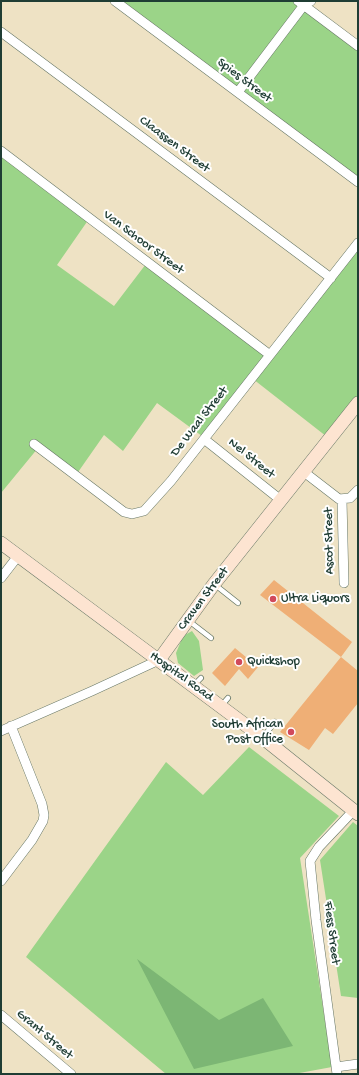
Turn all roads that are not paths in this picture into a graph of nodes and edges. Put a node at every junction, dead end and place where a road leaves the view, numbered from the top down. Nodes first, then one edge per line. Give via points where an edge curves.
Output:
1 (115, 1) edge
2 (304, 2) edge
3 (1, 32) edge
4 (358, 46) edge
5 (238, 92) junction
6 (1, 151) edge
7 (358, 182) edge
8 (358, 243) edge
9 (331, 278) junction
10 (270, 355) junction
11 (358, 403) edge
12 (204, 439) junction
13 (34, 444) dead end
14 (304, 472) junction
15 (358, 490) edge
16 (342, 500) junction
17 (282, 501) junction
18 (1, 543) edge
19 (18, 556) junction
20 (1, 578) edge
21 (344, 582) dead end
22 (214, 584) junction
23 (238, 604) dead end
24 (187, 620) junction
25 (211, 638) dead end
26 (159, 660) junction
27 (275, 722) dead end
28 (11, 726) junction
29 (1, 731) edge
30 (263, 738) junction
31 (356, 812) edge
32 (1, 882) edge
33 (1, 1015) edge
34 (358, 1064) edge
35 (337, 1071) edge
36 (70, 1074) edge

1 - 5 street, Spies Street
2 - 4 street
2 - 5 street
3 - 9 street, Claassen Street
5 - 7 street, Spies Street
6 - 10 street, Van Schoor Street
8 - 9 street, De Waal Street
9 - 10 street, De Waal Street
10 - 12 street, De Waal Street
11 - 14 main road, Craven Street
12 - 13 street, De Waal Street via 151,505 144,511 132,514 110,504
12 - 17 street, Nel Street
14 - 16 street via 330,494
14 - 17 main road, Craven Street
15 - 16 street via 350,498
16 - 21 street, Ascot Street
17 - 22 main road, Craven Street
18 - 19 main road, Hospital Road
19 - 20 street
19 - 26 main road, Hospital Road
22 - 23 lane
22 - 24 main road, Craven Street
24 - 25 lane
24 - 26 main road, Craven Street
26 - 28 street
26 - 30 main road, Hospital Road via 197,682 224,702
27 - 30 lane
28 - 29 street
28 - 32 street via 44,815 32,840
30 - 31 main road, Hospital Road
31 - 35 street, Fiess Street via 319,847 310,861
33 - 36 street, Grant Street
34 - 35 street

·····

_Work request_.
From the first line to the last, write out the data exactly, dropping any pictures.

_Final answer_.
Turn all roads that are not paths in this picture into a graph of nodes and edges. Put a node at every junction, dead end and place where a road leaves the view, numbered from the top down. Nodes first, then one edge per line. Give via points where an edge curves.
Output:
1 (115, 1) edge
2 (304, 2) edge
3 (1, 32) edge
4 (358, 46) edge
5 (238, 92) junction
6 (1, 151) edge
7 (358, 182) edge
8 (358, 243) edge
9 (331, 278) junction
10 (270, 355) junction
11 (358, 403) edge
12 (204, 439) junction
13 (34, 444) dead end
14 (304, 472) junction
15 (358, 490) edge
16 (342, 500) junction
17 (282, 501) junction
18 (1, 543) edge
19 (18, 556) junction
20 (1, 578) edge
21 (344, 582) dead end
22 (214, 584) junction
23 (238, 604) dead end
24 (187, 620) junction
25 (211, 638) dead end
26 (159, 660) junction
27 (275, 722) dead end
28 (11, 726) junction
29 (1, 731) edge
30 (263, 738) junction
31 (356, 812) edge
32 (1, 882) edge
33 (1, 1015) edge
34 (358, 1064) edge
35 (337, 1071) edge
36 (70, 1074) edge

1 - 5 street, Spies Street
2 - 4 street
2 - 5 street
3 - 9 street, Claassen Street
5 - 7 street, Spies Street
6 - 10 street, Van Schoor Street
8 - 9 street, De Waal Street
9 - 10 street, De Waal Street
10 - 12 street, De Waal Street
11 - 14 main road, Craven Street
12 - 13 street, De Waal Street via 151,505 144,511 132,514 110,504
12 - 17 street, Nel Street
14 - 16 street via 330,494
14 - 17 main road, Craven Street
15 - 16 street via 350,498
16 - 21 street, Ascot Street
17 - 22 main road, Craven Street
18 - 19 main road, Hospital Road
19 - 20 street
19 - 26 main road, Hospital Road
22 - 23 lane
22 - 24 main road, Craven Street
24 - 25 lane
24 - 26 main road, Craven Street
26 - 28 street
26 - 30 main road, Hospital Road via 197,682 224,702
27 - 30 lane
28 - 29 street
28 - 32 street via 44,815 32,840
30 - 31 main road, Hospital Road
31 - 35 street, Fiess Street via 319,847 310,861
33 - 36 street, Grant Street
34 - 35 street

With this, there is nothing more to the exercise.